- Listed entries
--- START ---

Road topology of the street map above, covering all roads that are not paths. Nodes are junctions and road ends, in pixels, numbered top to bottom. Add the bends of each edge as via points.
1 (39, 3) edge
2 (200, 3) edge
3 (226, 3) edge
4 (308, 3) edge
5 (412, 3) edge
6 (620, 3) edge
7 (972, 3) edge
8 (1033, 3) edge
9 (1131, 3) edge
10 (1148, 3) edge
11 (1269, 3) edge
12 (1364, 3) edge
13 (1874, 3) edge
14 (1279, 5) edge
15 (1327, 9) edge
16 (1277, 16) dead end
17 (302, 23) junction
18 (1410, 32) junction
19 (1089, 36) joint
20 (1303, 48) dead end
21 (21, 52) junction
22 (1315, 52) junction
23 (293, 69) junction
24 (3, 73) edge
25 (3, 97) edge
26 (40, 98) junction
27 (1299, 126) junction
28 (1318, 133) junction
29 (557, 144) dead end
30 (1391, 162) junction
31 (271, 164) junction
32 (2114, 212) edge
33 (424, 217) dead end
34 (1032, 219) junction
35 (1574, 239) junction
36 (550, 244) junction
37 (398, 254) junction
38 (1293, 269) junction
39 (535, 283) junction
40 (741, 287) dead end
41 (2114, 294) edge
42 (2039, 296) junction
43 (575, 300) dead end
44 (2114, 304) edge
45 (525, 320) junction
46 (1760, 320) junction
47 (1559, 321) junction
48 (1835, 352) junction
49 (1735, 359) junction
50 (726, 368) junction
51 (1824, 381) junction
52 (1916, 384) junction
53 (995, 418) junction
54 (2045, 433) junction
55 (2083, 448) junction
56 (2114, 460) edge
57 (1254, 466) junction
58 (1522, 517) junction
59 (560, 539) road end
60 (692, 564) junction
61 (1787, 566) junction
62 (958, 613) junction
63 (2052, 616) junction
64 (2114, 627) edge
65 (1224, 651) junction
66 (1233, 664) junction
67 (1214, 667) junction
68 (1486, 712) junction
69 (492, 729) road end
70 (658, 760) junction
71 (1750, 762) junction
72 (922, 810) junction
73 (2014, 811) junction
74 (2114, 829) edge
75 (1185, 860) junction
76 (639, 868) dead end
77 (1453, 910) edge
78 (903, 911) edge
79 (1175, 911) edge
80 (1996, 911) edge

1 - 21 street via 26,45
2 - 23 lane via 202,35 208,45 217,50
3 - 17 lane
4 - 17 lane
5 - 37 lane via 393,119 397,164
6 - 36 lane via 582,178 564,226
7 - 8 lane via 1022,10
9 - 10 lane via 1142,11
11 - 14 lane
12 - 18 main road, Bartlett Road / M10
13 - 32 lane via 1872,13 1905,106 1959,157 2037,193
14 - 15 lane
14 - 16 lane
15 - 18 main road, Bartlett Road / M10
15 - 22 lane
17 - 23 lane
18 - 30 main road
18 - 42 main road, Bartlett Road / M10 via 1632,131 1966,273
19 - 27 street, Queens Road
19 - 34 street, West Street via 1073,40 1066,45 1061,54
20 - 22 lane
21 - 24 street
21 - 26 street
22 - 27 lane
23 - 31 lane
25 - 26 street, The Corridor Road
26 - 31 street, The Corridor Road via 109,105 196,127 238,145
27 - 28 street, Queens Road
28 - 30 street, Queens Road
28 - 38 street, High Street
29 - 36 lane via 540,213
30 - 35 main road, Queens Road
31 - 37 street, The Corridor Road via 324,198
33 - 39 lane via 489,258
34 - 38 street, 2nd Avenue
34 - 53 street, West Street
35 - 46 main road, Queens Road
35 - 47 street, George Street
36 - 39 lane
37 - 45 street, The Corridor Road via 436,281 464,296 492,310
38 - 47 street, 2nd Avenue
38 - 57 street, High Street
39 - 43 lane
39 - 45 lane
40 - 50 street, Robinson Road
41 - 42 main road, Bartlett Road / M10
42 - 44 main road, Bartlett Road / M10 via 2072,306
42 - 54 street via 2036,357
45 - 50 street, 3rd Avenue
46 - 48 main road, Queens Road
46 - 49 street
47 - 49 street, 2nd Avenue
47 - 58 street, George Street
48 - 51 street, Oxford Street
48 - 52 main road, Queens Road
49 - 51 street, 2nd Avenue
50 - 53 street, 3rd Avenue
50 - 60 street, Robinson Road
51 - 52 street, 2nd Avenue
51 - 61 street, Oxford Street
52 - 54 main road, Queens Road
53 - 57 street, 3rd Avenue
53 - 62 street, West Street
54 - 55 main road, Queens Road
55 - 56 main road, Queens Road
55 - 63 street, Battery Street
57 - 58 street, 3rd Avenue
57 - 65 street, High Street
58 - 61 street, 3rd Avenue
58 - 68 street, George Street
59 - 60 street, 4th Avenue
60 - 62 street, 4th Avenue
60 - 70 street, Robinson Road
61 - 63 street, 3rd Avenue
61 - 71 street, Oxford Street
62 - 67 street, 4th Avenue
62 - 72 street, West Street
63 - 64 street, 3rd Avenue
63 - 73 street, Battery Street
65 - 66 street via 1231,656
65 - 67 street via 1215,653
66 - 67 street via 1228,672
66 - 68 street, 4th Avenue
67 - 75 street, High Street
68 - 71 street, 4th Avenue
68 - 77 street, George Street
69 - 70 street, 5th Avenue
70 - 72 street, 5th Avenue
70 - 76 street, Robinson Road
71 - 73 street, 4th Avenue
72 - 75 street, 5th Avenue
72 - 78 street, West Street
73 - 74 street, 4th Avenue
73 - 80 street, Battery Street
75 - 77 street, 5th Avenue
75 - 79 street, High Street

--- END ---

- Task directions
Search the listing for the word "Bartlett". Copy every line in which it occurs.

- Solution to this exercise
12 - 18 main road, Bartlett Road / M10
15 - 18 main road, Bartlett Road / M10
18 - 42 main road, Bartlett Road / M10 via 1632,131 1966,273
41 - 42 main road, Bartlett Road / M10
42 - 44 main road, Bartlett Road / M10 via 2072,306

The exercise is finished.